A lyricist since grade school, a writer since kindergarten, and an incessant chatterbox since the age of three, my life has long quested for the chef d’oevre, the masterpiece, the culmination of Hannah C.: the composition that I bestow upon the world that may define me and my existence as thoroughly as possible. “Bomb of the Bongos,” “Textbooks and Torture,” The Volcano- never will I deny their importance in my heart and self-esteem. But their importance in my college application? Marginal. No, the quintessence of Hannah C. is no song, short story, or novel. My masterpiece is the time I wrote my physics homework using the diction of rap metal wizards Rage Against the Machine.
Rage Against the Machine is not the world’s greatest band, but they are the most unintentionally hilarious. Genius in the art of writing the same song 47 times and making it awesome every go, their vocabulary is more or less limited to “oil wars,” “guerrilla radio,” and “[expletive deleted] you, I won’t do what you tell me!” This, I felt, made for unequivocal communication of IB Physics’s Topic 8, which details the glory of electricity and global warming in 92 essay questions Mr.
Martinez didn’t consider important enough to include in his curriculum.
Luckily for me and the looming IB exam, electricity and global warming are my two favorite things to study. In fourth grade, I embarked on a quest to comprehend every aspect of electricity available to eight-year-olds, scouring libraries for knowledge of metallic bonds, greenhouse gases, and photovoltaic modules. Through my formative years I have fostered this knowledge with Science News and stolen textbooks, and glancing through my 92 Objective Statements I realized I did not even need to read the chapter. I did anyway, but it only amplified my already-dangerous overconfidence.
“Your responses are for your personal studying only,” Mr. Martinez assured us. “I’m not even going to read it.”

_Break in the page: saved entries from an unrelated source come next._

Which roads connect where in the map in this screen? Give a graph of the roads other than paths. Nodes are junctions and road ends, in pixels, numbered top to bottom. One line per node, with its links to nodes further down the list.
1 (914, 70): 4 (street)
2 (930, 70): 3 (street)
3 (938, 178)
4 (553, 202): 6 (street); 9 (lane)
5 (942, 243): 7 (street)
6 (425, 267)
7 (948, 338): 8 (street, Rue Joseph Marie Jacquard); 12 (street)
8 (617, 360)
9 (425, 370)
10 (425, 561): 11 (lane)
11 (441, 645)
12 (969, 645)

I’ll never be completely sure why I took “This is for your studying purposes only,” as “You should definitely use 155 swear words to answer these questions,” but I did. I spent three days and seven hours writing answers to questions I’d already encoded in my heart, and they were some of the most joyous hours of my junior year. There is something almost magical about reducing complex ideas to simplistic notions; brilliant about communicating mathematical applications as senseless barbarism.
It is only rarely that my creative demon rears its deformed nostrils, that I dive in sideways to a straightforward problem, but it is these excursions that teach me who I am. I am the person who solves conservation of energy problems with kinematics. I am the person who integrates improper fractions with seven integrands instead of long division. I am the person who sometimes sees the sensible way, sometimes sees the stupid way, but derives infinitely more pleasure in formulating my own arcane madness than memorizing the textbook approach. Every IB-Style exam in physics, every challenge problem in calculus, every data-based application in biology- a chance to use my own mind, my own problem-solving- this is where I shine. I can parrot biology back to you, demonstrate my perfectly spoon-fed calculus, but that doesn’t mean I’ll ever enjoy it. What I need, what I crave, is my own initiative, my own words, love, drive, insanity-
I am Hannah C., I am bizarre, and my essence is Physics Objectives: Uncensored.